Le sac Parigot est inspiré des paniers de marché en osier. J’ai voulu le revisiter de façon moderne en rajoutant des bandes de cuir contrastées.
Tu parles beaucoup de musique dans ton univers, est ce qu'il y a un groupe qui t'inspire particulièrement aujourd'hui ?
Nous avons choisi avec Doris (une amie, graphiste et photographe) de shooter les sacs dans un milieu musical clin d’œil au sac LA et au reste de la collection. Notre choix s’est porté sur le studio d’amis musiciens Les Gush, groupe parisien pop rock à découvrir absolument si vous ne connaissez pas…émotions garanties. En ce moment j’écoute des groupes comme Lykke li, Herman Dune, Cinematic Orchestra pour ne citer qu’eux…
Qu’est ce qui caractérise tes sacs ?
Je suis très attentive à l’aspect pratique des sacs que je conçois, il doit vivre avec celle qui l’achète, s’adapter aux besoins, être très pratique. Par exemple, le sac LA a un double porté : tu peux le porter en rond ou en besace ce qui en fait un double sac. En forme besace, j’ai rajouté un zip pour que tu puisses atteindre l’intérieur facilement. Pareil pour le Parigot où tu peux ajuster l’ anse pour le transformer en porté épaule.
Je joue aussi beaucoup avec les couleurs, j’ai finalement assez peu de noir. Cela vient peut être des tableaux de ma mère. Le bleu que j’utilise apparaissait souvent dans ses peintures. Bien sûr il est vrai que les accessoires en noir se vendent plus facilement , bien que le bleu et le gris se vendent relativement bien cette année. Les autres couleurs de ma collection s’adapte à toutes les saisons. Finalement c’est très british de porter des sacs de couleur flashy, les français osent moins cependant les goûts évoluent. Je suis très soucieuse du détail, et de la qualité de mes produits, même à mon niveau de jeune styliste, je choisis et contrôle tout moi-même et ai choisi de faire fabriquer mes produits en France.
Créer un sac, c’est l’art de trouver l’équilibre entre le pratique et l’esthétique.
Pourquoi fabriques tu tes produits en France ?
J’ai trouvé des fournisseurs de confiance et de cette façon je suis assurée de la qualité de mes produits. Par ailleurs, c’est également un argument de ventes mais c’est finalement plus important pour les clients étrangers que pour les français. Bien sûr, il y a aussi des français qui y sont sensibles, surtout en ce moment. Mais d’autres ne regardent que le prix. Dans ce cas, c’est difficile car produire en France est toujours plus cher. On est moins concurrentiel par rapport à d’autres marques.

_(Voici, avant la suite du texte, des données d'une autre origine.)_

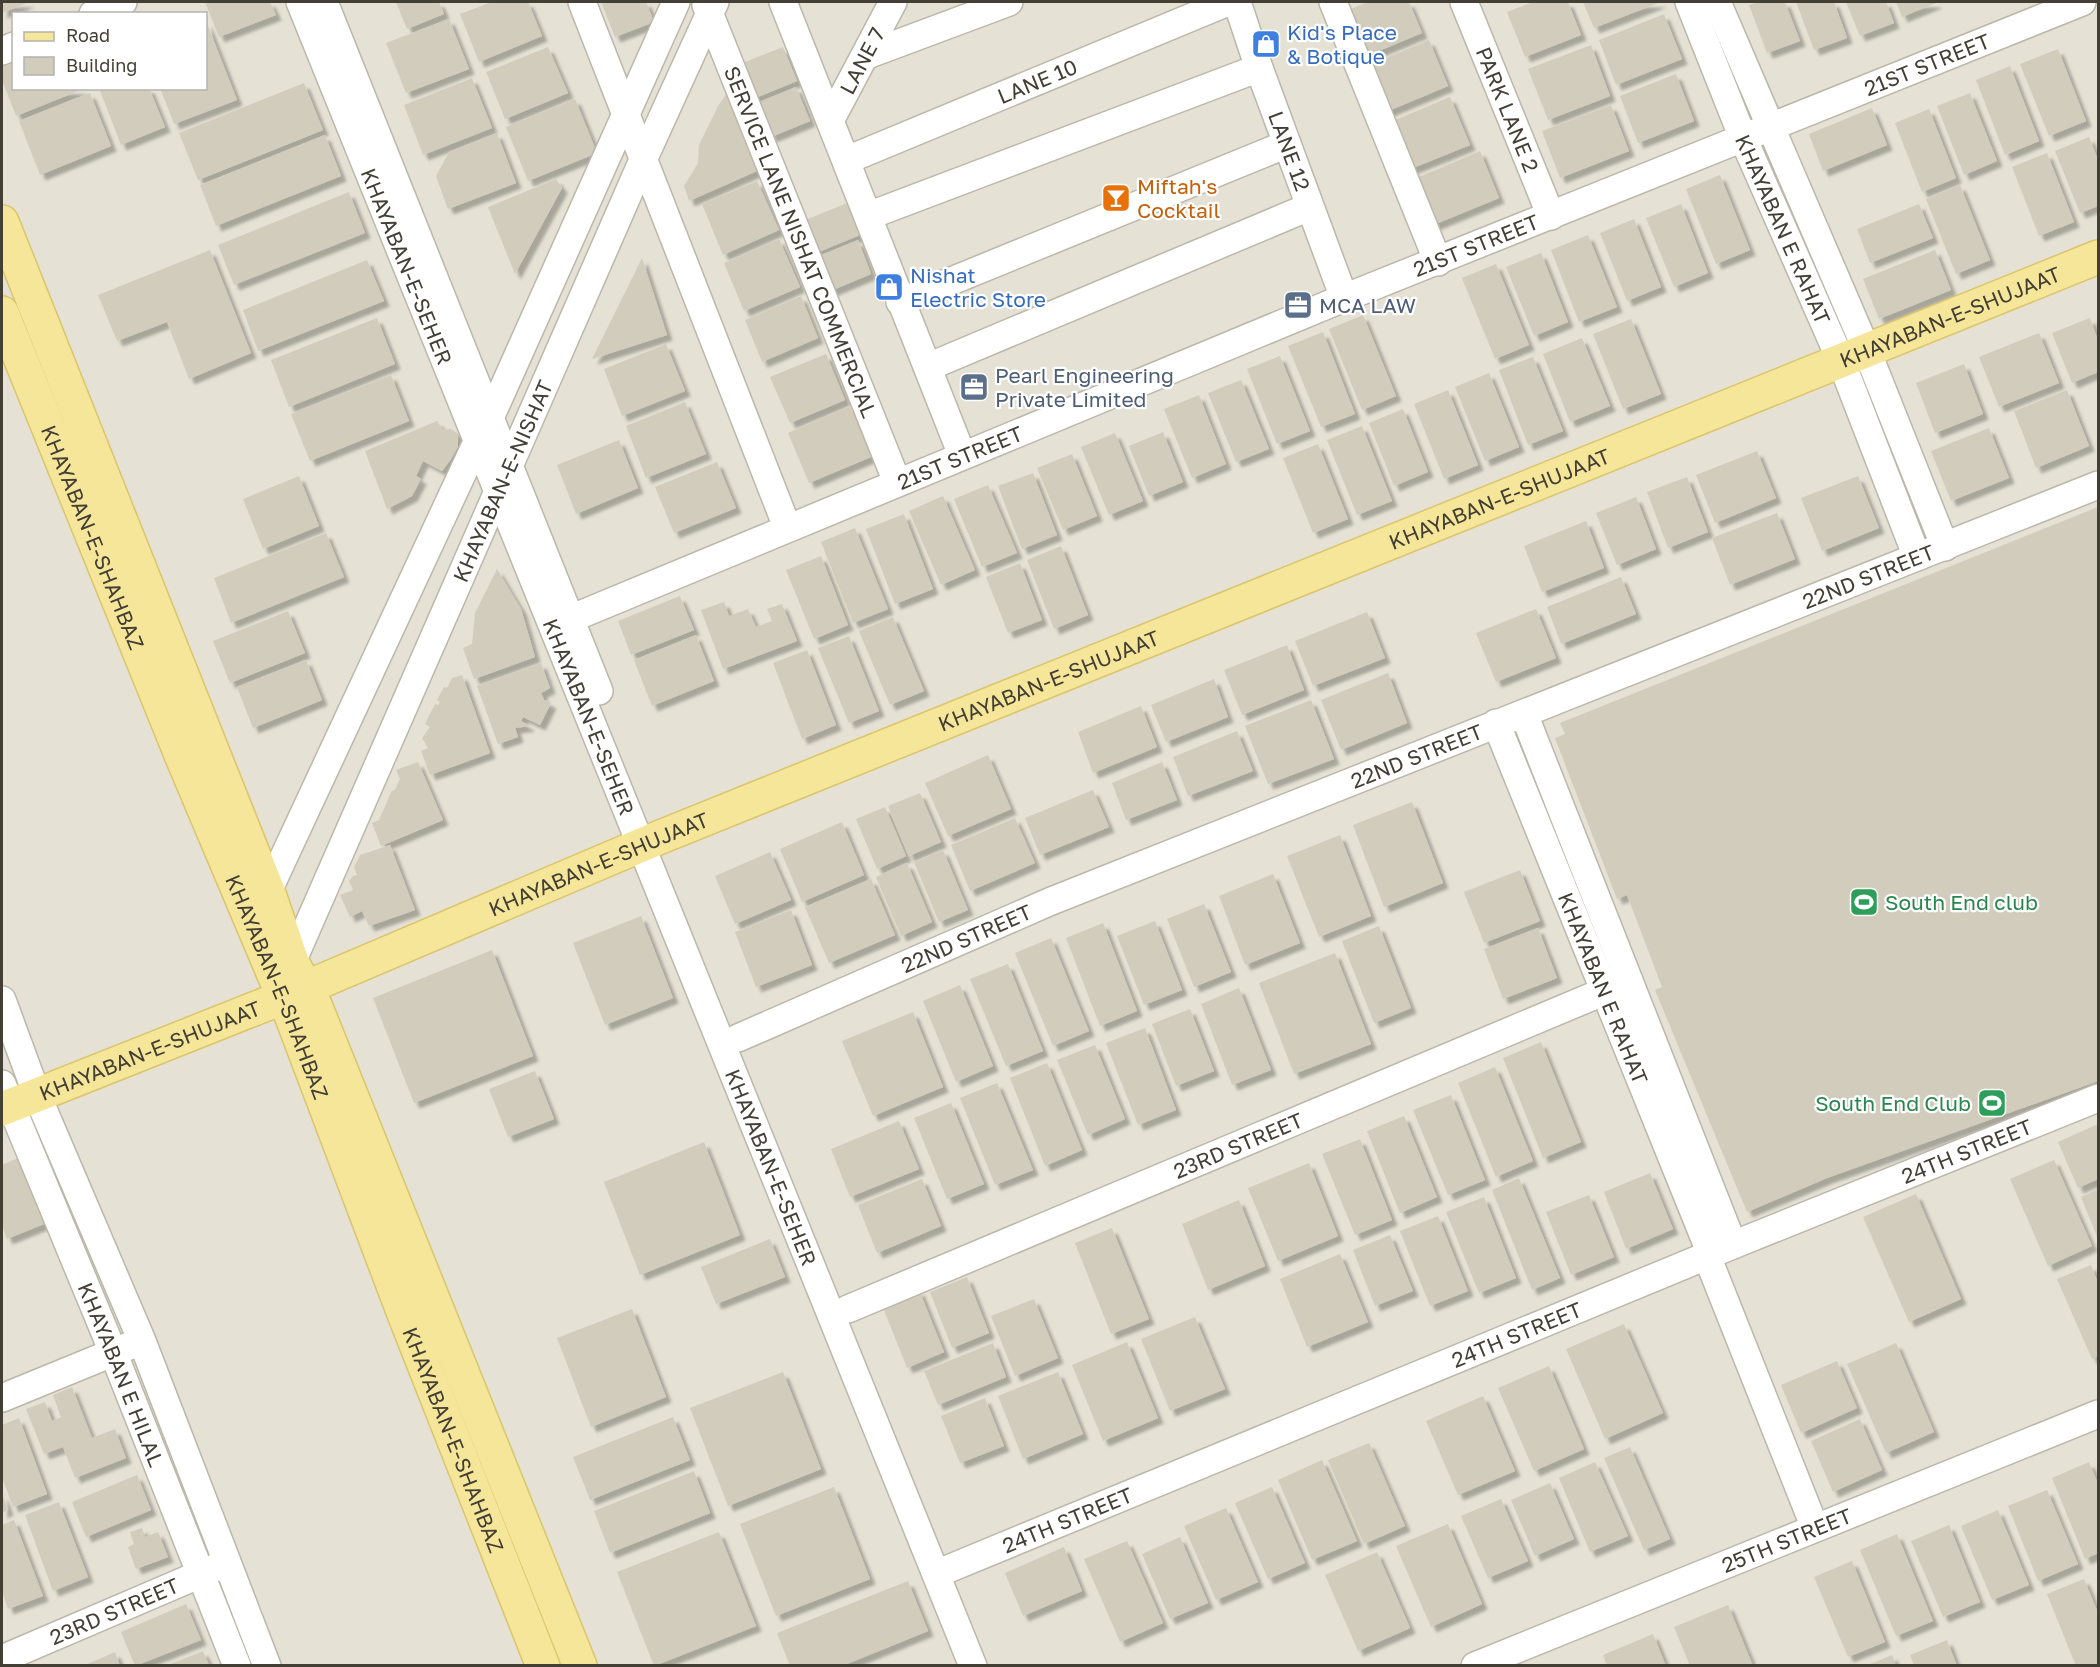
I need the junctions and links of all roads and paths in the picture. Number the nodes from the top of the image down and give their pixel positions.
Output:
1 (123, 2) edge
2 (300, 2) edge
3 (324, 2) edge
4 (582, 2) edge
5 (676, 2) edge
6 (783, 2) edge
7 (806, 2) edge
8 (893, 2) edge
9 (1009, 2) edge
10 (1333, 2) edge
11 (1464, 2) edge
12 (1689, 2) edge
13 (1717, 2) edge
14 (2082, 2) edge
15 (1241, 3) edge
16 (709, 6) edge
17 (98, 12) edge
18 (794, 28) junction
19 (867, 55) junction
20 (1259, 68) junction
21 (626, 111) junction
22 (831, 119) junction
23 (1769, 127) junction
24 (1743, 138) junction
25 (1287, 144) junction
26 (643, 160) junction
27 (847, 160) junction
28 (1309, 207) junction
29 (868, 216) junction
30 (1551, 216) junction
31 (2, 222) edge
32 (2098, 257) edge
33 (1438, 262) junction
34 (2098, 279) edge
35 (1344, 298) junction
36 (900, 302) junction
37 (2, 313) edge
38 (1858, 365) junction
39 (928, 367) junction
40 (484, 429) junction
41 (962, 455) junction
42 (510, 467) junction
43 (897, 482) junction
44 (2098, 485) edge
45 (499, 493) junction
46 (787, 527) junction
47 (1945, 547) junction
48 (1917, 557) junction
49 (570, 619) junction
50 (1524, 714) junction
51 (1496, 723) junction
52 (654, 852) junction
53 (268, 891) junction
54 (1629, 981) junction
55 (1604, 991) junction
56 (298, 993) junction
57 (2, 1000) edge
58 (738, 1038) junction
59 (2098, 1098) edge
60 (16, 1109) edge
61 (1717, 1252) junction
62 (848, 1309) junction
63 (142, 1341) junction
64 (113, 1352) junction
65 (2, 1398) edge
66 (2098, 1414) edge
67 (1815, 1528) junction
68 (226, 1563) junction
69 (944, 1571) junction
70 (200, 1574) junction
71 (2, 1659) edge
72 (237, 1665) edge
73 (267, 1665) edge
74 (543, 1665) edge
75 (580, 1665) edge
76 (973, 1665) edge
77 (993, 1665) edge
78 (1475, 1665) edge

1 - 17 street
2 - 40 street, KHAYABAN-E-SEHER
3 - 40 street, KHAYABAN-E-SEHER
4 - 21 street
5 - 21 street, KHAYABAN-E-NISHAT
6 - 18 street
7 - 18 street
8 - 19 street, LANE 7
9 - 19 street
10 - 33 street
11 - 30 street, PARK LANE 2
12 - 24 street, KHAYABAN E RAHAT
13 - 23 street, KHAYABAN E RAHAT
14 - 23 street, 21ST STREET
15 - 20 street, LANE 12
15 - 27 street, LANE 10
16 - 26 street, KHAYABAN-E-NISHAT
16 - 43 street, SERVICE LANE NISHAT COMMERCIAL
18 - 22 street
19 - 22 street, LANE 7
20 - 25 street, LANE 12
20 - 29 street
21 - 26 street
21 - 40 street, KHAYABAN-E-NISHAT
22 - 27 street
23 - 24 street, 21ST STREET
23 - 38 street, KHAYABAN E RAHAT
24 - 30 street, 21ST STREET
24 - 38 street, KHAYABAN E RAHAT
25 - 28 street, LANE 12
25 - 36 street
26 - 42 street, KHAYABAN-E-NISHAT
26 - 46 street
27 - 29 street
28 - 35 street, LANE 12
28 - 39 street
29 - 36 street
30 - 33 street, 21ST STREET
31 - 53 main road, KHAYABAN-E-SHAHBAZ
32 - 38 main road, KHAYABAN-E-SHUJAAT
33 - 35 street, 21ST STREET
34 - 38 main road, KHAYABAN-E-SHUJAAT
35 - 41 street, 21ST STREET
36 - 39 street
37 - 56 main road, KHAYABAN-E-SHAHBAZ
38 - 47 street, KHAYABAN E RAHAT
38 - 48 street, KHAYABAN E RAHAT
38 - 52 main road, KHAYABAN-E-SHUJAAT
39 - 41 street
40 - 42 street, KHAYABAN-E-SEHER
40 - 45 street, KHAYABAN-E-SEHER
40 - 53 street, KHAYABAN-E-NISHAT
41 - 43 street, 21ST STREET
42 - 45 street, KHAYABAN-E-NISHAT
42 - 49 street, KHAYABAN-E-SEHER
43 - 46 street, 21ST STREET
44 - 47 street, 22ND STREET
45 - 52 street, KHAYABAN-E-SEHER
45 - 56 street, KHAYABAN-E-NISHAT
46 - 49 street, 21ST STREET
47 - 48 street, 22ND STREET
48 - 50 street, 22ND STREET
49 - 52 street, KHAYABAN-E-SEHER
50 - 51 street, 22ND STREET
50 - 54 street, KHAYABAN E RAHAT
51 - 55 street, KHAYABAN E RAHAT
51 - 58 street, 22ND STREET
52 - 56 main road, KHAYABAN-E-SHUJAAT
52 - 58 street, KHAYABAN-E-SEHER
52 - 69 street, KHAYABAN-E-SEHER
53 - 56 main road, KHAYABAN-E-SHAHBAZ
54 - 55 street, 23RD STREET
54 - 61 street, KHAYABAN E RAHAT
55 - 61 street, KHAYABAN E RAHAT
55 - 62 street, 23RD STREET
56 - 60 main road, KHAYABAN-E-SHUJAAT
56 - 74 main road, KHAYABAN-E-SHAHBAZ
56 - 75 main road, KHAYABAN-E-SHAHBAZ
57 - 60 street
58 - 62 street, KHAYABAN-E-SEHER
59 - 61 street, 24TH STREET
60 - 63 street, KHAYABAN E HILAL
60 - 64 street, KHAYABAN E HILAL
61 - 67 street
61 - 69 street, 24TH STREET
62 - 69 street, KHAYABAN-E-SEHER
63 - 64 street
63 - 68 street, KHAYABAN E HILAL
64 - 65 street
64 - 70 street, KHAYABAN E HILAL
66 - 67 street, 25TH STREET
67 - 78 street, 25TH STREET
68 - 70 street, 23RD STREET
68 - 73 street, KHAYABAN E HILAL
69 - 76 street, KHAYABAN-E-SEHER
69 - 77 street, KHAYABAN-E-SEHER
70 - 71 street, 23RD STREET
70 - 72 street, KHAYABAN E HILAL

Comment est ce tu travailles une collection ?
Je m’attache surtout à des détails piochés dans la rue, les films, la peinture, l’architecture, mes voyages, les ambiances, toute forme de création ou autre qui dégage une émotion. Il n’y a pas forcément de pure création. La création consiste plus à exprimer, mélanger différents univers, pensées, idées que l’on adapte à sa vision présente. Aussi, j’ai toujours un petit carnet sur moi pour noter mes idées. Il peut m’arriver d’être dans un bar avec des copines et de m’interrompre parce que je dois absolument dessiner quelque chose qui m’a traversé l’esprit. Cela peut partir de n’importe quoi : un détail, une parole, un personne, une musique qui retient mon attention, me touche. Ensuite, je retravaille toutes ces idées au calme.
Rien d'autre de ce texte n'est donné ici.